* **Try it**: Output the listing verbatim, leaving out every picture.

* **Data records**:
____________

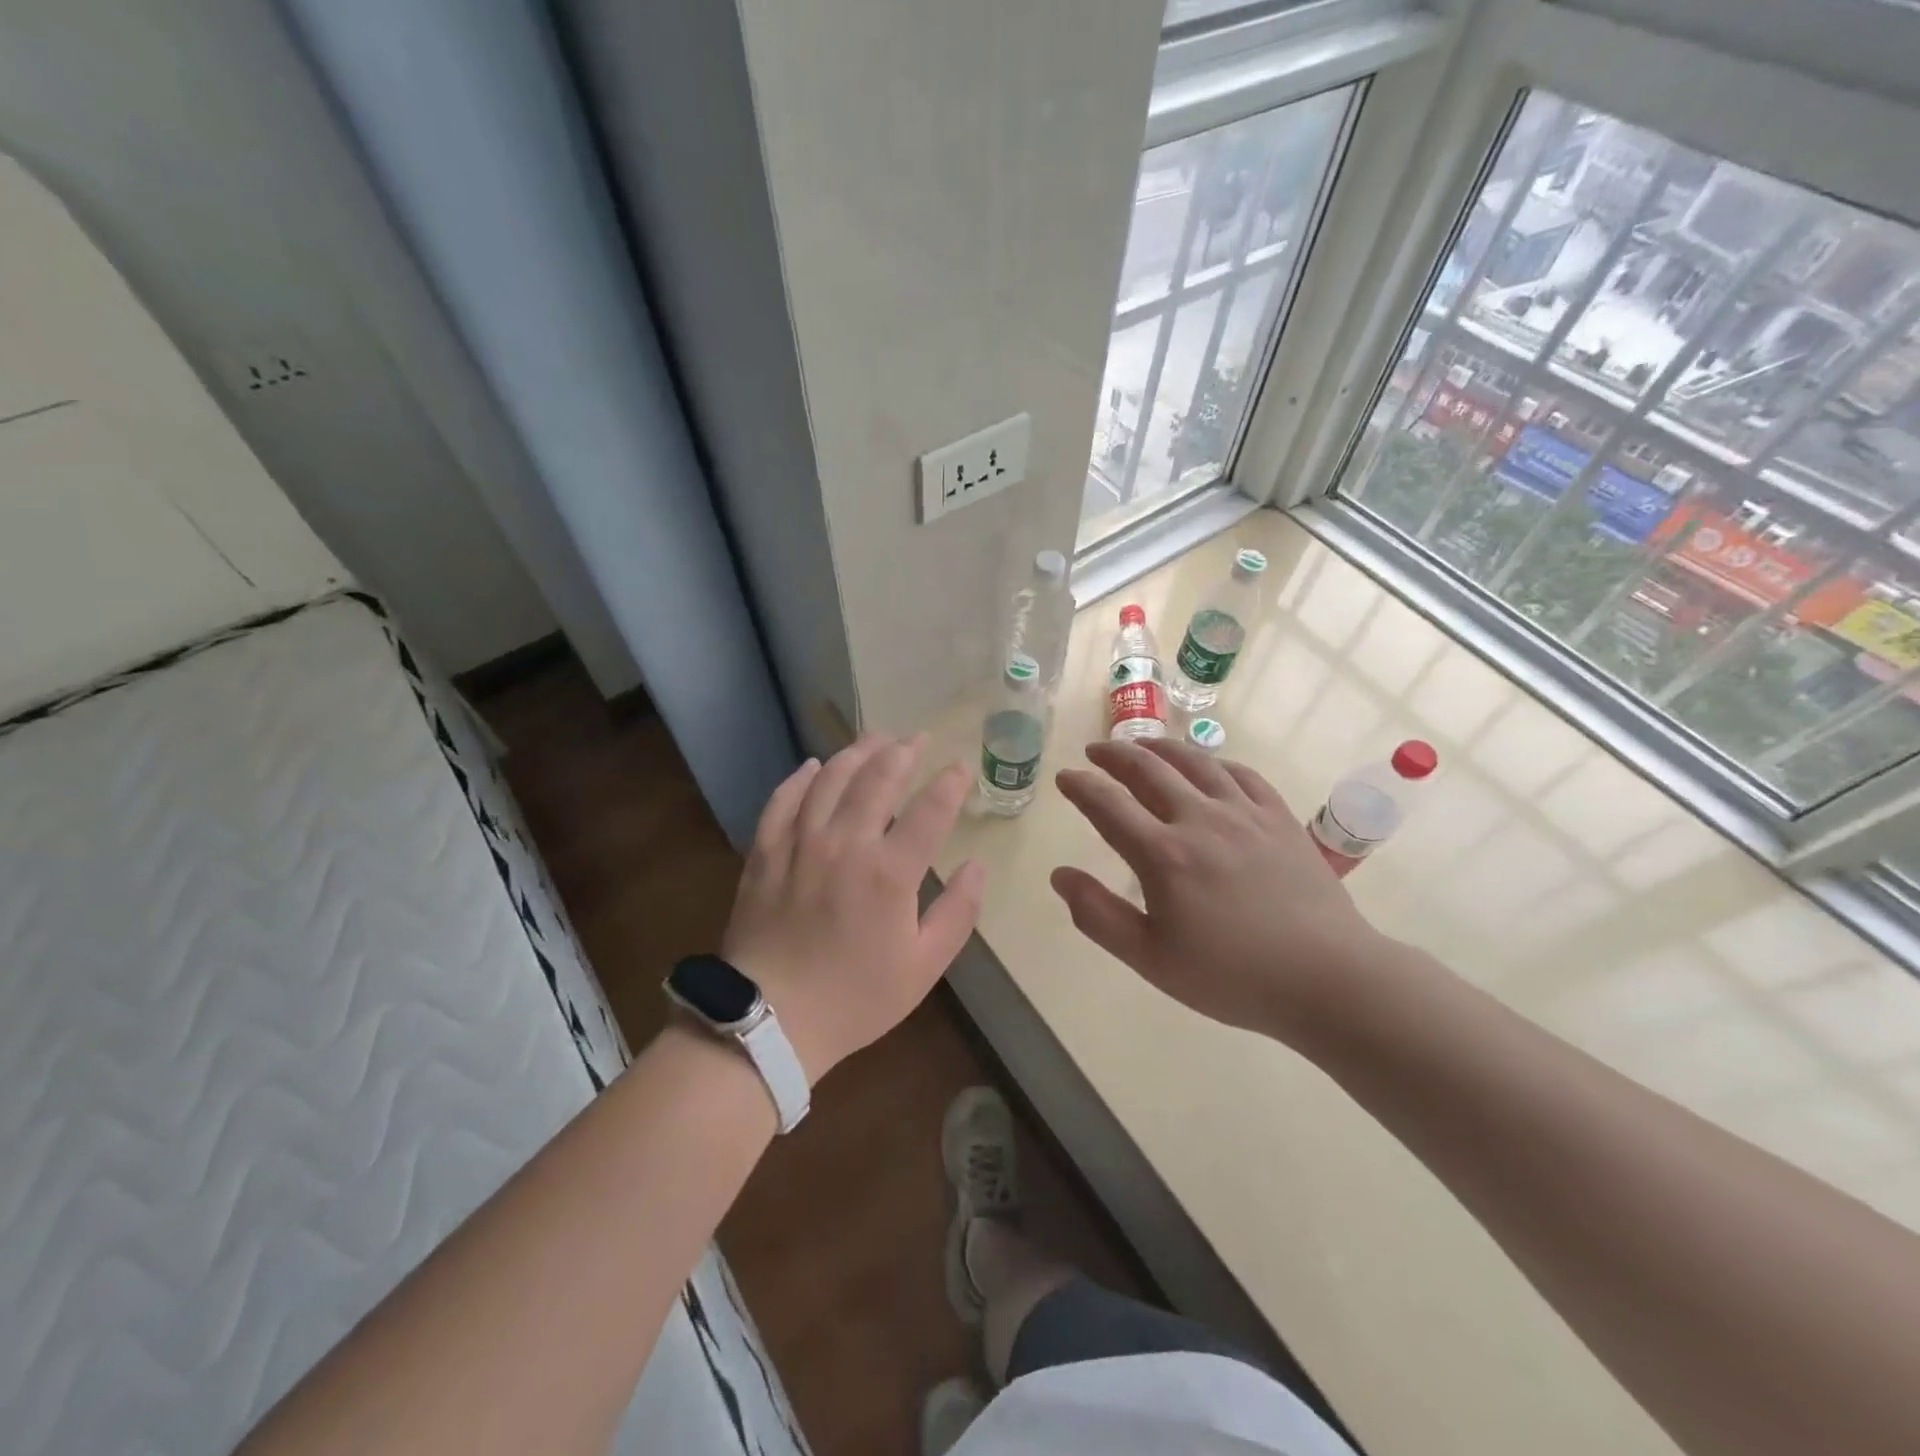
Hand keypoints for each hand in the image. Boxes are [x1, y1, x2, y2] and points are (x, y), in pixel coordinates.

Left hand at [721, 736, 985, 1082]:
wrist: (769, 1020)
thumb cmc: (855, 998)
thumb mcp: (923, 967)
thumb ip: (958, 912)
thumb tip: (977, 866)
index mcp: (890, 872)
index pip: (930, 810)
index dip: (949, 783)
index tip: (960, 767)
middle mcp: (845, 844)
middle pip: (877, 779)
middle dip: (903, 752)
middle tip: (918, 738)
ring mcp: (800, 843)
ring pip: (830, 779)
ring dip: (856, 753)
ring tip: (875, 739)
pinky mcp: (765, 852)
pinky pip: (783, 800)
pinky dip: (801, 778)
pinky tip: (813, 766)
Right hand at [1051, 738, 1389, 1043]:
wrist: (1327, 978)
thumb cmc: (1232, 976)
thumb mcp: (1151, 959)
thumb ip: (1099, 915)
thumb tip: (1059, 875)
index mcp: (1163, 855)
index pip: (1108, 805)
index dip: (1081, 786)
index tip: (1065, 777)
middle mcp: (1200, 819)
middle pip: (1148, 770)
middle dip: (1114, 755)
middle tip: (1095, 752)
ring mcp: (1244, 813)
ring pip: (1195, 762)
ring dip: (1160, 747)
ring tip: (1142, 745)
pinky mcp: (1279, 817)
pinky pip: (1241, 774)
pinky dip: (1214, 763)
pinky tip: (1207, 766)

____________

* **Task response**:
Hand keypoints for each hand in the image. Boxes are [x1, y1, x2, y2] and points are (x, y), in pixel coordinates.

Left hand at [721, 736, 985, 1082]:
wrist: (769, 1020)
thumb cmc: (855, 998)
thumb mcp: (923, 967)
thumb ip: (958, 912)
thumb tip: (977, 866)
index mcp: (890, 872)
index pip: (930, 810)
index dip: (949, 783)
index tip: (960, 767)
middle mcp: (845, 844)
middle pip: (877, 779)
middle dip: (903, 752)
middle tip: (918, 738)
ring mcp: (800, 843)
ring pip: (830, 779)
ring dip: (856, 753)
ring tip: (875, 739)
pinky mcp: (765, 852)
pinky pip: (783, 800)
pinky dip: (801, 778)
pinky tip: (813, 766)
Right hand at [1051, 738, 1389, 1043]:
wrist: (1327, 978)
thumb cmc: (1232, 976)
thumb mcp: (1151, 959)
thumb ip: (1099, 915)
thumb tip: (1059, 875)
index mcp: (1163, 855)
index pip: (1108, 805)
index dip: (1081, 786)
index tip: (1065, 777)
middle mcp: (1200, 819)
middle pip: (1148, 770)
middle dip: (1114, 755)
middle tip: (1095, 752)
ring mcp: (1244, 813)
ring pip: (1195, 762)
ring dip: (1160, 747)
ring tip: (1142, 745)
pinky mcp: (1279, 817)
pinky pip: (1241, 774)
pinky dip: (1214, 763)
pinky tip: (1207, 766)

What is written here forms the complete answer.